[Opening Supplied data section]

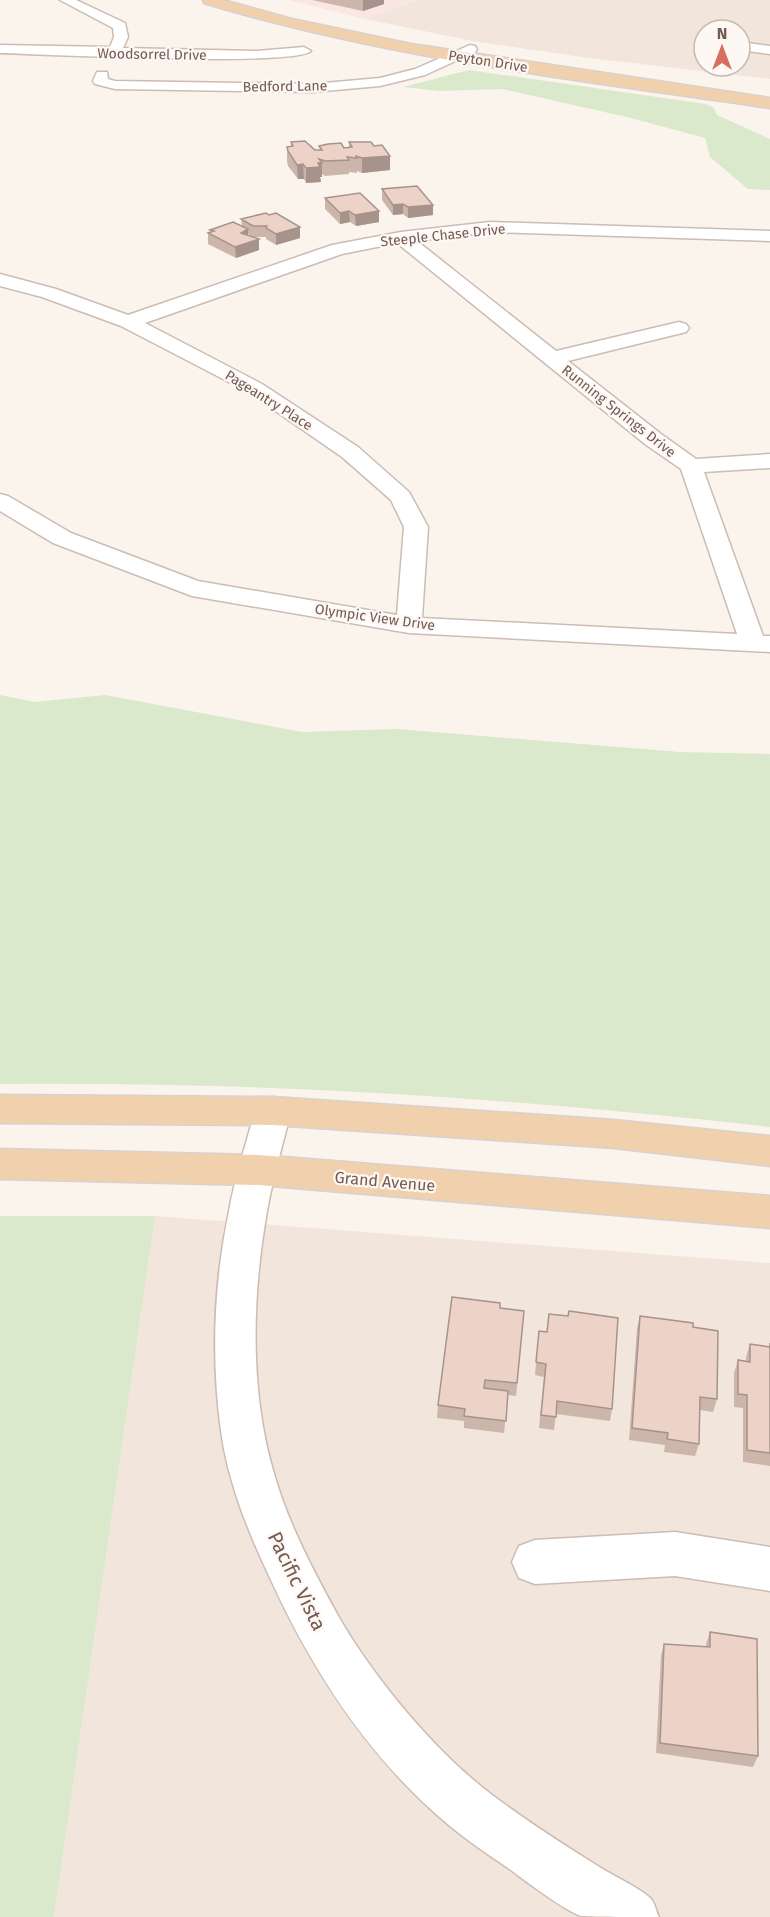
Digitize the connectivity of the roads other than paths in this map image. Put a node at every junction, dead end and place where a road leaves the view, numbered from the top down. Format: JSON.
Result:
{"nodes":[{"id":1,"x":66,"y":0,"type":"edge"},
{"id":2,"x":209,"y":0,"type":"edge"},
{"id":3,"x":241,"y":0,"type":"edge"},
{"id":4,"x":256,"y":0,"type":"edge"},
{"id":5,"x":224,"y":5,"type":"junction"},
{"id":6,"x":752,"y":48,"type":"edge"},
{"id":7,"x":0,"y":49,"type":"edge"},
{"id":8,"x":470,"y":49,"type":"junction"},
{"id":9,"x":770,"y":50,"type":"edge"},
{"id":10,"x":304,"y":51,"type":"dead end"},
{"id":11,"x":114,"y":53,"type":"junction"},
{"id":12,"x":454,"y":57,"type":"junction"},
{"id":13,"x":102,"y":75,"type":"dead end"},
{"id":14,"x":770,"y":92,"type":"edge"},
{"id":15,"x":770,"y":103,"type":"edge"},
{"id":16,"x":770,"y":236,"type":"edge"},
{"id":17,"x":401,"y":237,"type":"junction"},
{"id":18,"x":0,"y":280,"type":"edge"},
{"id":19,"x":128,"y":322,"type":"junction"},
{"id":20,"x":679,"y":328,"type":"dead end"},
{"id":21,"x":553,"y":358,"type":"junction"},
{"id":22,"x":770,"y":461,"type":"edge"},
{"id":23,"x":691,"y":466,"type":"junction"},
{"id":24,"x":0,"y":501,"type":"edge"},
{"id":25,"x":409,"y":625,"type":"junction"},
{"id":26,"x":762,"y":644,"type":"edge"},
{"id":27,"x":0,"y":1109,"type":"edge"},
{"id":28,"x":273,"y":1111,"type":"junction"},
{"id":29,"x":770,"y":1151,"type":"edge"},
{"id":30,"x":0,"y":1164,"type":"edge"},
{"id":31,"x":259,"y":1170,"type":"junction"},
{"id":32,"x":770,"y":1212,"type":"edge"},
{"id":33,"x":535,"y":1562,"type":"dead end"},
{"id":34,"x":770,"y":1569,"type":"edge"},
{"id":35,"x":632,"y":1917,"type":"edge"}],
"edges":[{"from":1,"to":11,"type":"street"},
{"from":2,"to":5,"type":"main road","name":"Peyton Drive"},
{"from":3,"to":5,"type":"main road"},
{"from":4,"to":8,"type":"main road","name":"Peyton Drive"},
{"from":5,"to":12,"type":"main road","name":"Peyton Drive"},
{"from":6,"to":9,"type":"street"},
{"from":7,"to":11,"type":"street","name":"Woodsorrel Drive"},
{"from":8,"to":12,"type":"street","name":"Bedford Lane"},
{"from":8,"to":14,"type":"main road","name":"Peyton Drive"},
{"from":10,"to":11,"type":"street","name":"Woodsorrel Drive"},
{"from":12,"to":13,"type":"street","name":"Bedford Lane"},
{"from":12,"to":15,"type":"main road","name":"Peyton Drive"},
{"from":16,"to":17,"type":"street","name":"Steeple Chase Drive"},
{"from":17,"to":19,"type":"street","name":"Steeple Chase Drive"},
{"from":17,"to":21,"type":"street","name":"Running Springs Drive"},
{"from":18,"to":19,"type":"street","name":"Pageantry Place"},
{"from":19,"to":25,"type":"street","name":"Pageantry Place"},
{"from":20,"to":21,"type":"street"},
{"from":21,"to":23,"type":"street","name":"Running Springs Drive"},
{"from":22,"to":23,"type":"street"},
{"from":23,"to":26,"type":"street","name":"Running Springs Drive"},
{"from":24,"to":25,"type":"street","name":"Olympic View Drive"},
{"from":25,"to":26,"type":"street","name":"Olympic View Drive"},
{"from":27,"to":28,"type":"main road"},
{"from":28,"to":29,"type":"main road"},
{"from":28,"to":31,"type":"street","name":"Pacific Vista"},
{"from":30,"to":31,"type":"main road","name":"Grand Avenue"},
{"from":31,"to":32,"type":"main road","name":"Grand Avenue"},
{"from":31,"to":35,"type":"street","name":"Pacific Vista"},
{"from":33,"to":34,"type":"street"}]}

[Closing Supplied data section]

What to work on:
Exclude every image and return the material above exactly.

Result:
Digitize the connectivity of the roads other than paths in this map image. Put a node at every junction, dead end and place where a road leaves the view, numbered from the top down. Format: JSON.
Result:
{"nodes":[{"id":1,"x":66,"y":0,"type":"edge"},
{"id":2,"x":209,"y":0,"type":"edge"},
{"id":3,"x":241,"y":0,"type":"edge"},
{"id":4,"x":256,"y":0,"type":"edge"},
{"id":5,"x":224,"y":5,"type":"junction"},
{"id":6,"x":752,"y":48,"type":"edge"},
{"id":7,"x":0,"y":49,"type":"edge"},
{"id":8,"x":470,"y":49,"type":"junction"},
{"id":9,"x":770,"y":50,"type":"edge"},
{"id":10,"x":304,"y":51,"type":"dead end"},
{"id":11,"x":114,"y":53,"type":"junction"},
{"id":12,"x":454,"y":57,"type":"junction"},
{"id":13,"x":102,"y":75,"type":"dead end"},
{"id":14,"x":770,"y":92,"type":"edge"},
{"id":15,"x":770,"y":103,"type":"edge"},
{"id":16,"x":770,"y":236,"type":"edge"},
{"id":17,"x":401,"y":237,"type":"junction"},
{"id":18,"x":0,"y":280,"type":"edge"},
{"id":19,"x":128,"y":322,"type":"junction"},
{"id":20,"x":679,"y":328,"type":"dead end"},
{"id":21,"x":553,"y":358,"type":"junction"},
{"id":22,"x":770,"y":461,"type":"edge"},
{"id":23,"x":691,"y":466,"type":"junction"},
{"id":24,"x":0,"y":501,"type":"edge"},
{"id":25,"x":409,"y":625,"type":"junction"},
{"id":26,"x":762,"y":644,"type":"edge"},
{"id":27,"x":0,"y":1109,"type":"edge"},
{"id":28,"x":273,"y":1111,"type":"junction"},
{"id":29,"x":770,"y":1151,"type":"edge"},
{"id":30,"x":0,"y":1164,"type":"edge"},
{"id":31,"x":259,"y":1170,"type":"junction"},
{"id":32,"x":770,"y":1212,"type":"edge"},
{"id":33,"x":535,"y":1562,"type":"dead end"},
{"id":34,"x":770,"y":1569,"type":"edge"},
{"id":35,"x":632,"y":1917,"type":"edge"}],
"edges":[{"from":1,"to":11,"type":"street"},
{"from":2,"to":5,"type":"main road","name":"Peyton Drive"},
{"from":3,"to":5,"type":"main road"},
{"from":4,"to":8,"type":"main road","name":"Peyton Drive"},
{"from":5,"to":12,"type":"main road","name":"Peyton Drive"},
{"from":6,"to":9,"type":"street"},
{"from":7,"to":11,"type":"street","name":"Woodsorrel Drive"},
{"from":8,"to":12,"type":"street","name":"Bedford Lane"},
{"from":8,"to":14,"type":"main road","name":"Peyton Drive"},
{"from":10,"to":11,"type":"street","name":"Woodsorrel Drive"},
{"from":12,"to":13,"type":"street","name":"Bedford Lane"},
{"from":12,"to":15,"type":"main road","name":"Peyton Drive"},
{"from":16,"to":17,"type":"street","name":"Steeple Chase Drive"},
{"from":17,"to":19,"type":"street","name":"Steeple Chase Drive"},
{"from":17,"to":21,"type":"street","name":"Running Springs Drive"},
{"from":18,"to":19,"type":"street","name":"Pageantry Place"},
{"from":19,"to":25,"type":"street","name":"Pageantry Place"},
{"from":20,"to":21,"type":"street"},
{"from":21,"to":23,"type":"street","name":"Running Springs Drive"},
{"from":22,"to":23,"type":"street"},
{"from":23,"to":26,"type":"street","name":"Running Springs Drive"},
{"from":24,"to":25,"type":"street","name":"Olympic View Drive"},
{"from":25,"to":26,"type":"street","name":"Olympic View Drive"},
{"from":27,"to":28,"type":"main road"},
{"from":28,"to":29,"type":"main road"},
{"from":28,"to":31,"type":"street","name":"Pacific Vista"},
{"from":30,"to":31,"type":"main road","name":"Grand Avenue"},
{"from":31,"to":32,"type":"main road","name":"Grand Avenue"},
{"from":31,"to":35,"type":"street","name":"Pacific Vista"},
{"from":33,"to":34,"type":"street"}]}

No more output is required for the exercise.